Mounting volume... /Users/brasmith:/Users/brasmith
Machine "podman-machine-default" started successfully

❯ podman machine ssh
Connecting to vm podman-machine-default. To close connection, use `~.` or `exit`
Fedora CoreOS 39.20231204.2.1
Tracker: https://github.com/coreos/fedora-coreos-tracker
Discuss: https://discussion.fedoraproject.org/tag/coreos

core@localhost:~$ rpm-ostree upgrade
==== AUTHENTICATING FOR org.projectatomic.rpmostree1.upgrade ====
Authentication is required to update software
Authenticating as: CoreOS Admin (core)
Password:
polkit-agent-helper-1: pam_authenticate failed: Authentication failure
==== AUTHENTICATION FAILED ====
error: rpmostreed OS operation Upgrade not allowed for user

core@localhost:~$ passwd
Changing password for user core.
Current password:
passwd: Authentication token manipulation error

core@localhost:~$ sudo passwd core
Changing password for user core.
New password:
Retype new password:
passwd: all authentication tokens updated successfully.

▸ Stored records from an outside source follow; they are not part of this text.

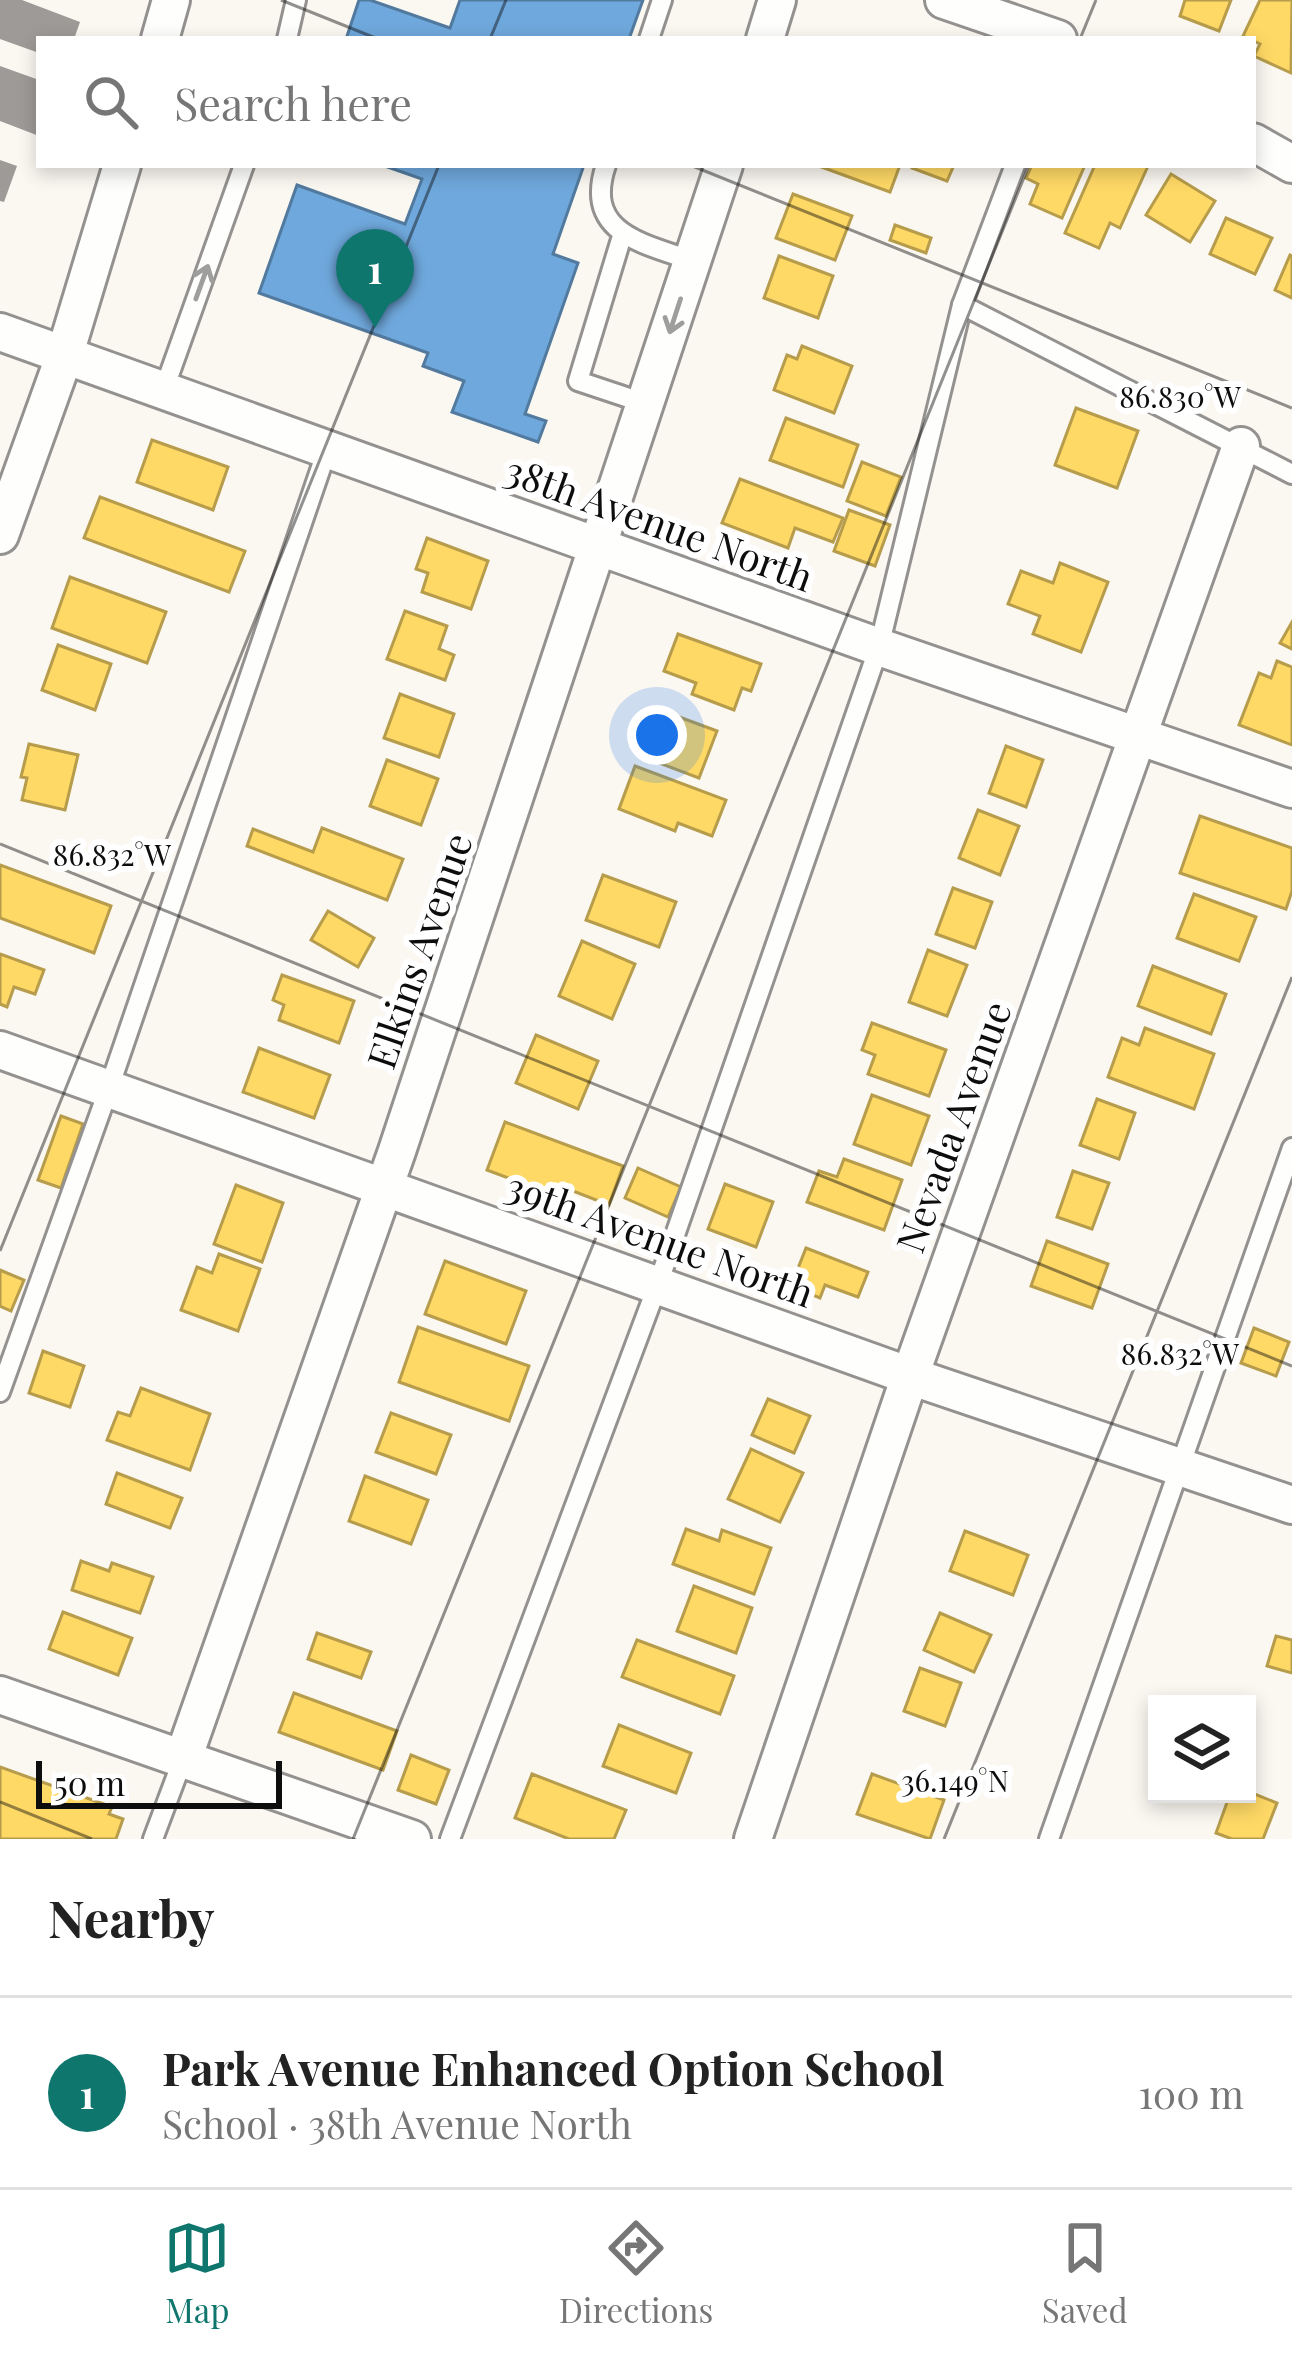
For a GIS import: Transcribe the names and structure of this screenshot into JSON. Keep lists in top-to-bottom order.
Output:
{
  "streets": {
    "street": [
      "38th Avenue North",
      "Elkins Avenue",
      "Nevada Avenue",
      "39th Avenue North"
    ]
  },
  "crossings": [
    ["38th Avenue North", "Elkins Avenue"],
    ["38th Avenue North", "Nevada Avenue"],
    ["Elkins Avenue", "39th Avenue North"],
    ["Nevada Avenue", "39th Avenue North"]
  ],
  "scale_bar": "50 m",
  "page": {
    "search": "Search here",
    "pins": "1",
    "scale": "50 m",
    "heading": "Nearby",
    "list": [
      {
        "mark": "1",
        "name": "Park Avenue Enhanced Option School",
        "note": "School · 38th Avenue North",
        "value": "100 m"
      }
    ],
    "nav": ["Map", "Directions", "Saved"]
  },
  "coordinates": ["86.830°W", "86.832°W", "36.149°N"]
}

core@localhost:~$ rpm-ostree upgrade
==== AUTHENTICATING FOR org.projectatomic.rpmostree1.upgrade ====
Authentication is required to update software
Authenticating as: CoreOS Admin (core)
Password:
==== AUTHENTICATION COMPLETE ====
2 metadata, 0 content objects fetched; 788 B transferred in 1 seconds; 0 bytes content written
Checking out tree 3798d8e... done
Enabled rpm-md repositories: fedora-cisco-openh264 updates fedora updates-archive
Updating metadata for 'fedora-cisco-openh264'... done
Updating metadata for 'updates'... done
Updating metadata for 'fedora'... done
Updating metadata for 'updates-archive'... done
Importing rpm-md... done
rpm-md repo 'fedora-cisco-openh264'; generated: 2023-03-14T10:57:01Z solvables: 4
rpm-md repo 'updates'; generated: 2024-01-03T02:15:52Z solvables: 17411
rpm-md repo 'fedora'; generated: 2023-11-01T00:12:39Z solvables: 70825
rpm-md repo 'updates-archive'; generated: 2024-01-03T02:36:24Z solvables: 20233
Resolving dependencies... done
No upgrade available.

core@localhost:~$ podman --version
podman version 4.7.2

…but after a minute or two of downloading metadata, no updates appear to be available. 🤷

The podman version mismatch may be a red herring, but I look forward to seeing if the behavior of this issue changes once the machine/VM actually gets the latest version of podman.

Since I have no idea what might break following that password change, after this exercise, I destroyed the machine and recreated it again to resume my regular work. I'm happy to try other commands if you have any additional suggestions.

Luap99 commented 6 months ago

Can you retest this with podman 5.0?